Local partnership completes first project initiated by County’s Climate Resilience Fund

Posted on April 16, 2024 by Sonoma Sun

First District Supervisor Susan Gorin recently noted that a partnership between local government, conservation districts and environmental groups has announced the completion of a pilot project that removed carbon from the atmosphere by applying compost on agricultural land, the first project initiated by Sonoma County’s Climate Resilience Fund.

The $500,000 project provided rebates that subsidized the use of compost at 16 local farms and ranches in 2023 and funded outreach to educate the public about the environmental benefits of composting. It removed the equivalent of 6,070 metric tons of CO2 from the atmosphere, which is roughly equal to taking 1,500 cars off the road for one year. Sequestering a similar amount of carbon in a single year would take 7,087 acres of forests.
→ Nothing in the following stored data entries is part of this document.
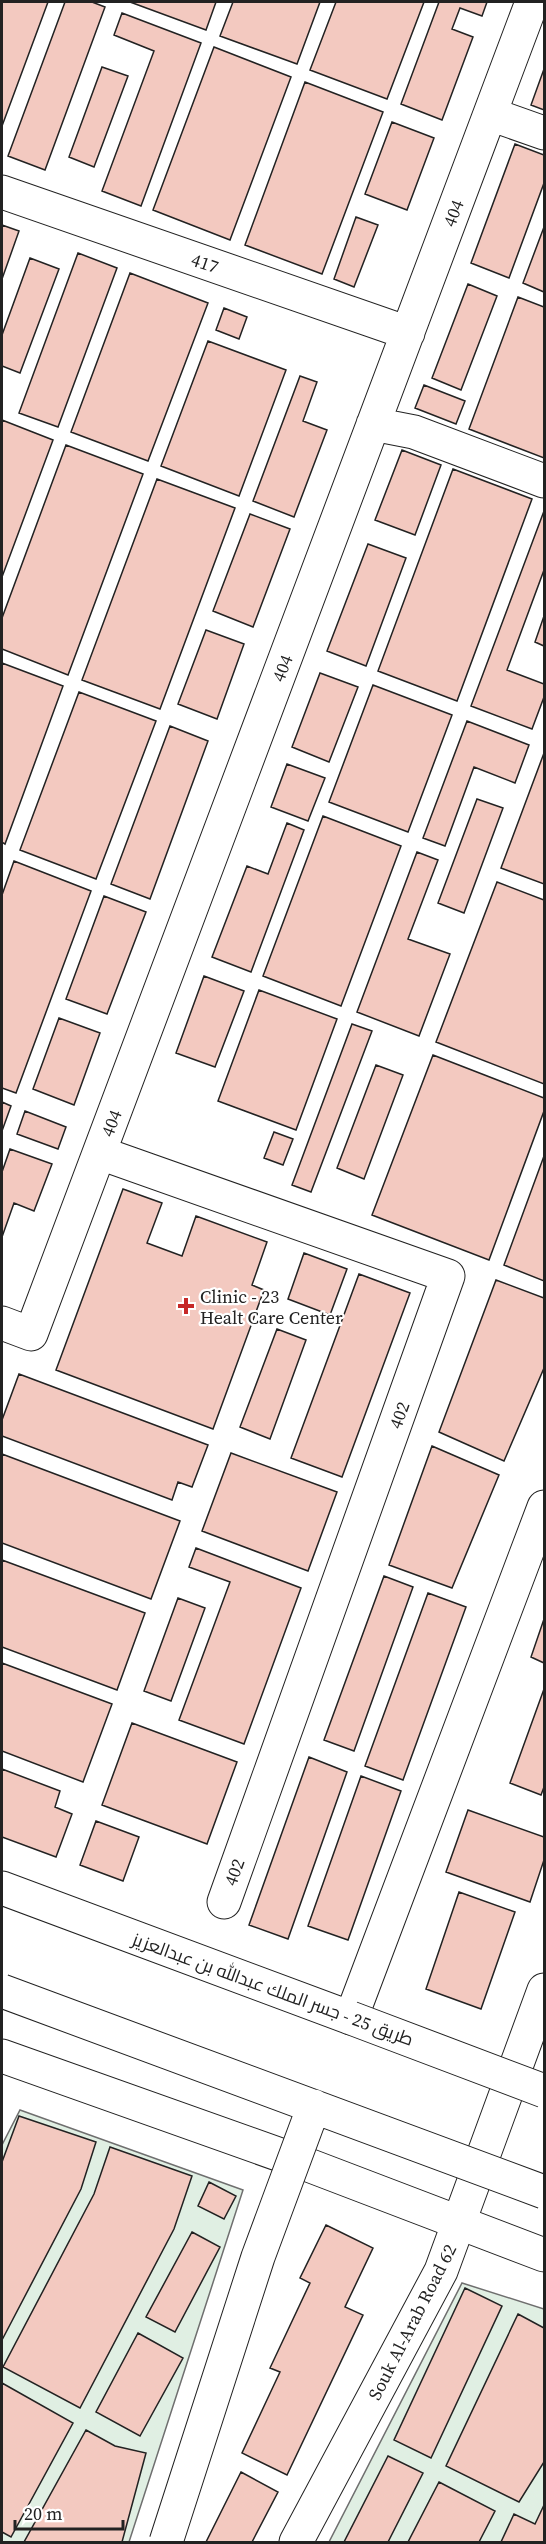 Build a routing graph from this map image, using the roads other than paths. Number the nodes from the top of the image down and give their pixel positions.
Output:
1 (532, 2) edge
2 (490, 114) junction
3 (544, 133) edge
4 (2, 192) edge
5 (408, 333) junction
6 (373, 424) junction
7 (544, 481) edge
8 (100, 1153) junction
9 (16, 1329) edge
10 (544, 1507) edge
11 (2, 1888) edge
12 (224, 1902) dead end
13 (544, 1990) edge
14 (2, 1991) edge
15 (351, 2018) junction
16 (2, 2056) edge
17 (544, 2091) edge
18 (314, 2106) junction
19 (544, 2192) edge
20 (461, 2222) junction
21 (544, 2255) edge
22 (166, 2542) edge
23 (296, 2542) edge

1 - 2 street, 404
2 - 3 street
2 - 5 street, 404
4 - 5 street, 417
5 - 6 street, 404
6 - 7 street
6 - 8 street, 404
8 - 9 street, 404
8 - 12 street, 402
10 - 15 street
11 - 15 street, طريق 25 - جسر الملك عبدالله بن عبدالعزيز
13 - 20 street, Souk Al-Arab Road 62
14 - 18 street, bridge
15 - 17 street, طريق 25 - جسر الملك عبدالله بن عبدالعزيز, bridge
16 - 20 street
18 - 19 street, bridge
18 - 22 street, bridge
20 - 21 street
20 - 23 street, Souk Al-Arab Road 62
“The completion of this pilot project marks a significant milestone in the County’s efforts to slow down climate change and adapt to its effects,” said Supervisor David Rabbitt, chair of the Sonoma County Board of Supervisors. “It is a testament to the power of investing in local partnerships to foster environmental stewardship and reduce emissions of greenhouse gases that are intensifying climate change.”
The initiative is the first to be completed with support from the County’s $10 million Climate Resilience Fund, which was created by the Board of Supervisors in 2021 using a portion of the funds the County received from PG&E to settle litigation over the 2017 wildfires.

“This project is a great example of what we can achieve when we bring together the significant climate and agricultural expertise in Sonoma County,” said Supervisor Lynda Hopkins, chair of the Regional Climate Protection Authority. “Not only does this carbon sequestration effort remove a significant amount of carbon from our atmosphere using composting techniques that farmers are familiar with, it also serves as an inspiration for other agricultural sectors and can generate new ideas to combat the local effects of climate change.”

Carbon sequestration is an important component of the mobilization strategy adopted by the Regional Climate Protection Authority, which was formed in 2009 to coordinate climate protection efforts among Sonoma County’s nine cities and multiple agencies. It also aligns with the County’s five-year Strategic Plan, which seeks to make Sonoma County carbon neutral by 2030.

Composting is a simple but effective tool to combat climate change. It diverts organic materials from landfills, where they break down and emit methane, an extremely potent greenhouse gas. Composting also promotes the growth of plants that take in carbon dioxide, removing this greenhouse gas from the atmosphere. Lastly, composting makes landscapes more resilient to the effects of climate change by retaining water during droughts and reducing erosion during extreme storms.

As a result of the pilot project, more than 5,000 tons of compost were applied on 442 acres of land in Sonoma County in 2023. In addition, partners staged seven events last year to educate the public about composting, the carbon cycle and soil health. More than 380 people attending these events learned valuable techniques about composting at home, the importance of utilizing municipal green bins, and the detrimental effects of sending organic waste to landfills.

The project is a partnership involving the County of Sonoma, the Sonoma County Regional Climate Protection Authority, Sonoma County Ag + Open Space, Daily Acts, Sonoma Resource Conservation District, Gold Ridge Resource Conservation District, Carbon Cycle Institute, and Zero Waste Sonoma.